This week, under the leadership of Belgium, the Netherlands, Sweden, and Denmark, representatives from 50-plus countries gathered in Brussels for the “She Decides” conference, raising about $190 million in pledges to support women’s reproductive and sexual health and rights around the world. This is great news, and an encouraging first step toward plugging the looming hole in global family planning financing (more on that later). But for those of us concerned about the implications of US policy change on global reproductive health, the relatively small absolute scale of the pledges (despite the wonderful generosity of the pledging countries given their size)—and the fact that some leading donors did not step up with additional funds—highlights the challenge of substituting for US financial and political leadership.
First, some background: the US has historically been (by far) the largest family planning donor, contributing about $638 million in 2015—just under half of all bilateral funding. The She Decides event follows the Trump administration’s recent reinstatement of the Mexico City Policy, also known as the “global gag rule,” which prevents the US from funding international family planning organizations that “perform or actively promote abortion as a method of family planning,” even with non-US funds. The (counterproductive) policy means that family planning giants like Marie Stopes International and the International Planned Parenthood Federation will once again get cut off from US funds. Bigger picture: it’s still unclear what percent total US family planning allocation will be affected by the new policy, but it may be significant—and the reallocation of funds away from organizations with longstanding programs and existing clientele and infrastructure will undoubtable be disruptive. Adding to the gloom and doom are recent reports that the Trump administration may request steep cuts to foreign aid. Some senators on both sides of the aisle are pushing back, but we can reasonably expect the family planning allocation to come under scrutiny—an issue I highlighted in December.
In January, within this climate, Dutch Minister for foreign Trade and Development Cooperation Lilianne Ploumen launched She Decides, a new initiative to “increase financial as well as political support for sexual health and family planning worldwide and mitigate the impact of decreased US funding to family planning.” The initiative attracted quick support from a number of European countries, and a pledging conference was organized for March 2. And that brings us to today’s pledge-a-palooza, attracting $190 million in (seemingly new?) money, including $21 million each from Sweden, Canada, and Finland; $20 million from the Bill & Melinda Gates Foundation; $10 million from founder of the Children’s Investment Fund Foundation Sir Chris Hohn; $10 million each (in already promised funds) from Belgium, Denmark, the Netherlands, and Norway, and $50 million from a private and anonymous American donor.
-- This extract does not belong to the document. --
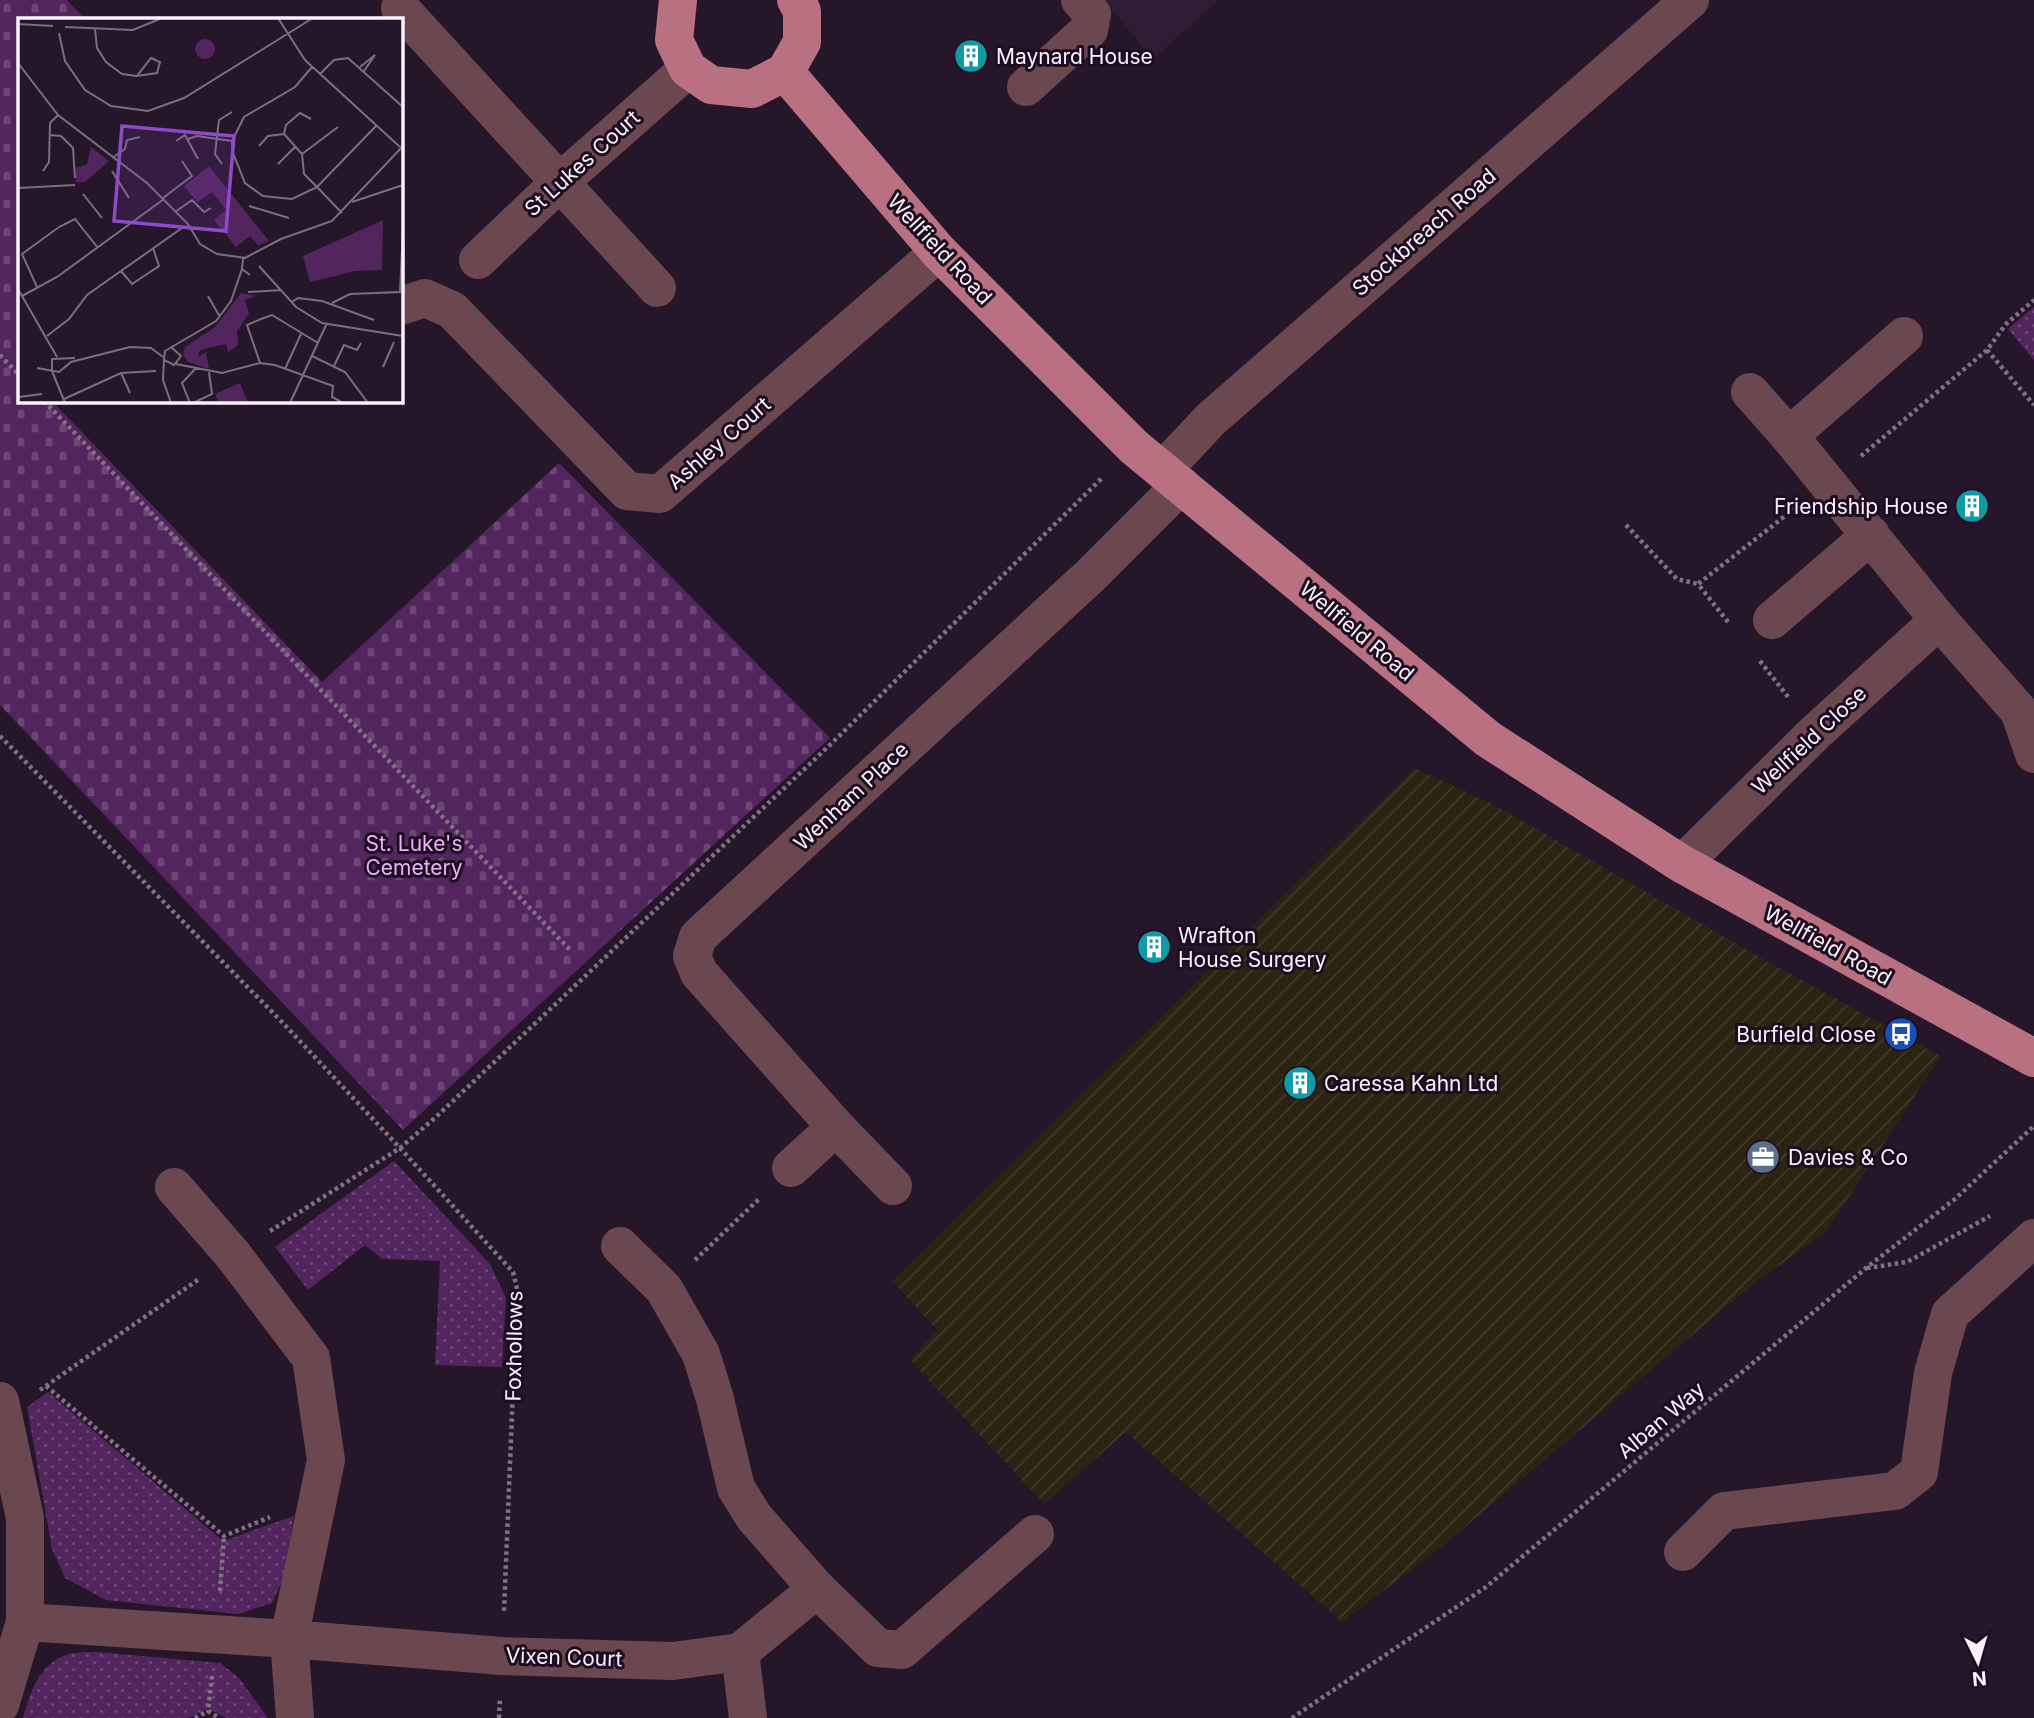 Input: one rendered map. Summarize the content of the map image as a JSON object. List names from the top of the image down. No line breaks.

Notably missing from the tally (despite their attendance at the conference) were Australia and the United Kingdom, which both declined to commit new money. (The United Kingdom did highlight its existing £200 million budget per year; it will also be hosting a summit this July to “secure extra funding for family planning.”)
Again: any new money is great, and badly needed—and She Decides has clearly stated its intent to “mitigate,” not reverse, the impact of US funding cuts. Nonetheless, we cannot ignore that so far, the absolute scale of commitments is but a small fraction of the US contribution (an issue that She Decides leaders acknowledged). Best I can tell, the $190 million in new commitments is a cumulative, not annual number; if 37 percent cuts to foreign aid are implemented, as has been reported, the new commitments would not even make up the gap for one year. (Of course, the cuts to family planning specifically could be even higher). This means that the family planning community, including the new pledging countries, will need to make its money go even further (see our recent report for some concrete suggestions on how). Given its size and stature, US leadership here has been absolutely essential. We may all soon be forced to come to terms with just how essential.
Getting recipient countries to invest their own funds in family planning—an essential women’s health service—needs to be top of the agenda. As I’ve previously discussed, the current situation clearly illustrates the dangers of donor dependency when women’s lives hang in the balance, and especially when one country accounts for such a big portion of total support. Donors can help mitigate the risk from the current situation, and possible policy changes in the future, by helping incentivize countries to fund these services from their own domestic budgets.
All this to say: three cheers to the pledging countries, and to the She Decides leaders for their quick and bold mobilization. But let’s temper our celebration with some realism—there’s much more still to do.
This blog has been updated to more thoroughly account for all pledges and contributions.